@cbkeller
I know in Julia I can just precede every function call and object instantiation with "modulename." and solve the namespace problem that way. What I want to do instead, what I do in python, is bind one namespace of function methods to each object, so that as I code, I don't have to remember which module each each object came from. That is the appeal to me of "model.fit" over "module.fit(model)".
EDIT: This is not some "shave a few seconds off coding time" quality of life issue. This is a mission critical requirements in many enterprise contexts.
Scenario A: Model Development Team trains a model, serializes it, and sends the serialized model object to Production. You want Production to have to lookup which software Package the Model Development Team used for each model, just so they know which "predict" function to call? No, "predict" should just be packaged with the model object as a method, along with "retrain", "diagnose", etc.

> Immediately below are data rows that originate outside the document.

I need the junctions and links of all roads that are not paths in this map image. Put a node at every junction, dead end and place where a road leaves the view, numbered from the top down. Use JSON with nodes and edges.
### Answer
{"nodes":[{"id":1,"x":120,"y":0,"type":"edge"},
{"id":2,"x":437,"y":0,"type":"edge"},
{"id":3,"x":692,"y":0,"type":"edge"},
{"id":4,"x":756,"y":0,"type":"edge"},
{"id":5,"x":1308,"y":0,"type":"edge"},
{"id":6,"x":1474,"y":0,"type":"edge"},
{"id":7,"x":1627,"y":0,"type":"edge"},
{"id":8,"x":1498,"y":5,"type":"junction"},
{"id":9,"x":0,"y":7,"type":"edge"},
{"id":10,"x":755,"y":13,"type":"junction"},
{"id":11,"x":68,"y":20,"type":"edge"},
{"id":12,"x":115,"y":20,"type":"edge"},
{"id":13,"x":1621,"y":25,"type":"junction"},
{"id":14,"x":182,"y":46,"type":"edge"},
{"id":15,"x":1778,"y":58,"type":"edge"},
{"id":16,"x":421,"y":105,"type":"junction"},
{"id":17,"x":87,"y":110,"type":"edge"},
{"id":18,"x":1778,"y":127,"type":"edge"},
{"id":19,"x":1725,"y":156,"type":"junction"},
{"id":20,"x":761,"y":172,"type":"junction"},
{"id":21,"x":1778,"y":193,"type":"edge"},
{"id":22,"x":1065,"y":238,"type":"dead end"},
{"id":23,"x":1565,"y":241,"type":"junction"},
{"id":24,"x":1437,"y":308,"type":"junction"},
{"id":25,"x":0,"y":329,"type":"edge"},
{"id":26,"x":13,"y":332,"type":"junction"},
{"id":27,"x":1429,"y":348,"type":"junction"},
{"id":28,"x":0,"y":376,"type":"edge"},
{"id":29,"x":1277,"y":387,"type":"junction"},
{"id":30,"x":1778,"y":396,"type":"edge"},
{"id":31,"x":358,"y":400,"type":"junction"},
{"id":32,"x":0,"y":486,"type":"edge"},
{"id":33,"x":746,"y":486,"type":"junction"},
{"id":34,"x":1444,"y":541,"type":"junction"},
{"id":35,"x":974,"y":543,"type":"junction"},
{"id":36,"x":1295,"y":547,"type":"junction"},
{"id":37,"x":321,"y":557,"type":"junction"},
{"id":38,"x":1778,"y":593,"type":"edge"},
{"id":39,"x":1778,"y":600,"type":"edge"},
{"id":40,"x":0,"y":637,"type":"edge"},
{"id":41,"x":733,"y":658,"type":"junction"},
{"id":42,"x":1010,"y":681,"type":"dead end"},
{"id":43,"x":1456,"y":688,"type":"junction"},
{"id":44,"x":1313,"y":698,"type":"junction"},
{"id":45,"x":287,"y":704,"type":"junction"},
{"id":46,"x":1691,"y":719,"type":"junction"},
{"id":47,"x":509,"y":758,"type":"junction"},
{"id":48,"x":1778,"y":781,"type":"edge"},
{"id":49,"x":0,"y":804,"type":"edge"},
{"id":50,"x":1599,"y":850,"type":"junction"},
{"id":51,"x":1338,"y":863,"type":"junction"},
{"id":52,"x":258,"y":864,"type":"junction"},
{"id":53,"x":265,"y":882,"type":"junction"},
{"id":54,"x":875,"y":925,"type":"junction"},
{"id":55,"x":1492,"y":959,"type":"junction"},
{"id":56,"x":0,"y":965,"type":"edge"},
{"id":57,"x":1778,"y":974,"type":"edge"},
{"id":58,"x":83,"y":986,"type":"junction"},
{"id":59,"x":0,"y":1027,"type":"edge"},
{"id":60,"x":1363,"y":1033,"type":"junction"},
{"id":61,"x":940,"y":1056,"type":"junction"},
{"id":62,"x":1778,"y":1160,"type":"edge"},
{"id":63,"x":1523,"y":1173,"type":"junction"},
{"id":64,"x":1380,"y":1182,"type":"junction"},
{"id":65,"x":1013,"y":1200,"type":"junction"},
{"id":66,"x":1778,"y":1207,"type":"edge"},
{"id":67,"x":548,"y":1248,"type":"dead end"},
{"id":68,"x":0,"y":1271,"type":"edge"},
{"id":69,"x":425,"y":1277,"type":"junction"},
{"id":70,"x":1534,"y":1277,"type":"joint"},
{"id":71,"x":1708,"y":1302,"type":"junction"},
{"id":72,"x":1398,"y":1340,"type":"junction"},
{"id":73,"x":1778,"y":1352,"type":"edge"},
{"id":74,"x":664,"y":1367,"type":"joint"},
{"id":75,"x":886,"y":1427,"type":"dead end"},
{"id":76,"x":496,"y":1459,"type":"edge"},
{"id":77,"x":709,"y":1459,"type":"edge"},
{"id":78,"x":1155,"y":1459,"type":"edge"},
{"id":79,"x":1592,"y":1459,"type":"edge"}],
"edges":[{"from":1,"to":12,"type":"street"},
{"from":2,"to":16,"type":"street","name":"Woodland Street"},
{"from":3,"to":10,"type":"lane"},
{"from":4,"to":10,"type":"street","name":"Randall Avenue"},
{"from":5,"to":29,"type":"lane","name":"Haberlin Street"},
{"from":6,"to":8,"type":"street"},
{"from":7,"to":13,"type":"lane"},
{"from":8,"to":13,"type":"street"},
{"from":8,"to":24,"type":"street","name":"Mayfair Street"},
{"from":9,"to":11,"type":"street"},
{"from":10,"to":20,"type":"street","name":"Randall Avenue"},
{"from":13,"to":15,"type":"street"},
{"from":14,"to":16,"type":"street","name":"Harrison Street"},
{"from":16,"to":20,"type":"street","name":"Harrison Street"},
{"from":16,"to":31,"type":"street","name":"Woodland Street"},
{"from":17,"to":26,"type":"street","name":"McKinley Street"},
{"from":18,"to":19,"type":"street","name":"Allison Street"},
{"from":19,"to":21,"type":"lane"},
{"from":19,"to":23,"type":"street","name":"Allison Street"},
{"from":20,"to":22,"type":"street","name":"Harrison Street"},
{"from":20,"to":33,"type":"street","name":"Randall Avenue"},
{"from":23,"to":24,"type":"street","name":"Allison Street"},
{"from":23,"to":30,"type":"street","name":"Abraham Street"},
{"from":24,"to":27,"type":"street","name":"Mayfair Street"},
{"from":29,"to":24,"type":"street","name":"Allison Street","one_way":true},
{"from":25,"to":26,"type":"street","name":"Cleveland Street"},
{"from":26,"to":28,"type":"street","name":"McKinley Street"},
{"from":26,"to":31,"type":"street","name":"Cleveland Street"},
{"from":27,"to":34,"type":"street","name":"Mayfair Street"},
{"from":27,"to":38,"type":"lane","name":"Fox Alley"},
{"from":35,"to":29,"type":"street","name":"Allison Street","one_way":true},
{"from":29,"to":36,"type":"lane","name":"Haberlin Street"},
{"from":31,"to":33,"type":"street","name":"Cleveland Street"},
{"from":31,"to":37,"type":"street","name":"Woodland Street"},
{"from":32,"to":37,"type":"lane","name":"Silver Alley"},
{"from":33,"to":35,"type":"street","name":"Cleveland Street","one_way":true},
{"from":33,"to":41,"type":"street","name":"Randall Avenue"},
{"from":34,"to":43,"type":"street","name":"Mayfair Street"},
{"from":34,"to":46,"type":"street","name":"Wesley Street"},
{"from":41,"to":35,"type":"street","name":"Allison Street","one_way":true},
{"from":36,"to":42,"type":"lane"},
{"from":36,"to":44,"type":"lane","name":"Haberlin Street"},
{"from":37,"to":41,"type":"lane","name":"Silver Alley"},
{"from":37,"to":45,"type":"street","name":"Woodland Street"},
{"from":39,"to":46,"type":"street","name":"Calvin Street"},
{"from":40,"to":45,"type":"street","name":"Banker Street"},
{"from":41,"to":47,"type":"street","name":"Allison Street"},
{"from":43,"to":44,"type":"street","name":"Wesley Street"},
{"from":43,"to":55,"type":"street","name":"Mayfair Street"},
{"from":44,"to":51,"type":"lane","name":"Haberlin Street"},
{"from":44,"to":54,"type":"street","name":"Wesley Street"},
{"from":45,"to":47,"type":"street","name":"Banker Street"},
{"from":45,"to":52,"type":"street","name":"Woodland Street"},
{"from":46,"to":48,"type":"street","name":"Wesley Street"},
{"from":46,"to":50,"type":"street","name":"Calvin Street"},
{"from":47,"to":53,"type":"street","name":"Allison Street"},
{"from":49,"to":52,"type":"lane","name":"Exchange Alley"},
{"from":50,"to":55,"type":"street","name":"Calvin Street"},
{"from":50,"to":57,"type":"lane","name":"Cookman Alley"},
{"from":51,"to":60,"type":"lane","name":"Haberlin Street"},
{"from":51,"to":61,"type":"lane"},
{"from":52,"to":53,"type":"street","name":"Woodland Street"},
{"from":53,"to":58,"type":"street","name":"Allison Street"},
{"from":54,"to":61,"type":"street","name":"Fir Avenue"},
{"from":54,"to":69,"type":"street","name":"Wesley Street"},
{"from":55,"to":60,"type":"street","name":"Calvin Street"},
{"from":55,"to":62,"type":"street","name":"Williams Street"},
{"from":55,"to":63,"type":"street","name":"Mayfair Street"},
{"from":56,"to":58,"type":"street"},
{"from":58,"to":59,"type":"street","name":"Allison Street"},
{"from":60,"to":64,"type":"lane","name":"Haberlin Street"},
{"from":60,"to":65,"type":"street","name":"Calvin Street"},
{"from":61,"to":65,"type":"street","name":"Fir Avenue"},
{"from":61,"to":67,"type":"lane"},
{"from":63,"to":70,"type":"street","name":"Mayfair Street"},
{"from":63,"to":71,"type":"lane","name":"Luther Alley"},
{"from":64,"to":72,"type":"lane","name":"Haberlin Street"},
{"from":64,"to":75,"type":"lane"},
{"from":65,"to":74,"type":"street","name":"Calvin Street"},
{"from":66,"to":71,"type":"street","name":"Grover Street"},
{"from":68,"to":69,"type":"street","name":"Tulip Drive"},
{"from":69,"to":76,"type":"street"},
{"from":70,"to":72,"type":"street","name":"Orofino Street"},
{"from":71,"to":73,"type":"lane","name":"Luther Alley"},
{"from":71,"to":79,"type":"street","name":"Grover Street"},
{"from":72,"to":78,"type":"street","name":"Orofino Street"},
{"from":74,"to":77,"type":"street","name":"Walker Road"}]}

Scenario B: I want to fit a dozen different types of models, from multiple packages, on the same data, to evaluate how they each do, and build build some sort of ensemble meta model. So I need to loop over each model object in my complicated ensembling logic. You want me to also programmatically keep track of which module each model comes from?
These are important, happens-every-day use cases in the enterprise.
I think the best solution for this in Julia is to package the model state with all the "method" functions in one struct. Again, this is what MLJ does. This is the closest Julia gets to OOP. But then you either need a lot of boilerplate code, or a Macro to unpack it all for you behind the scenes.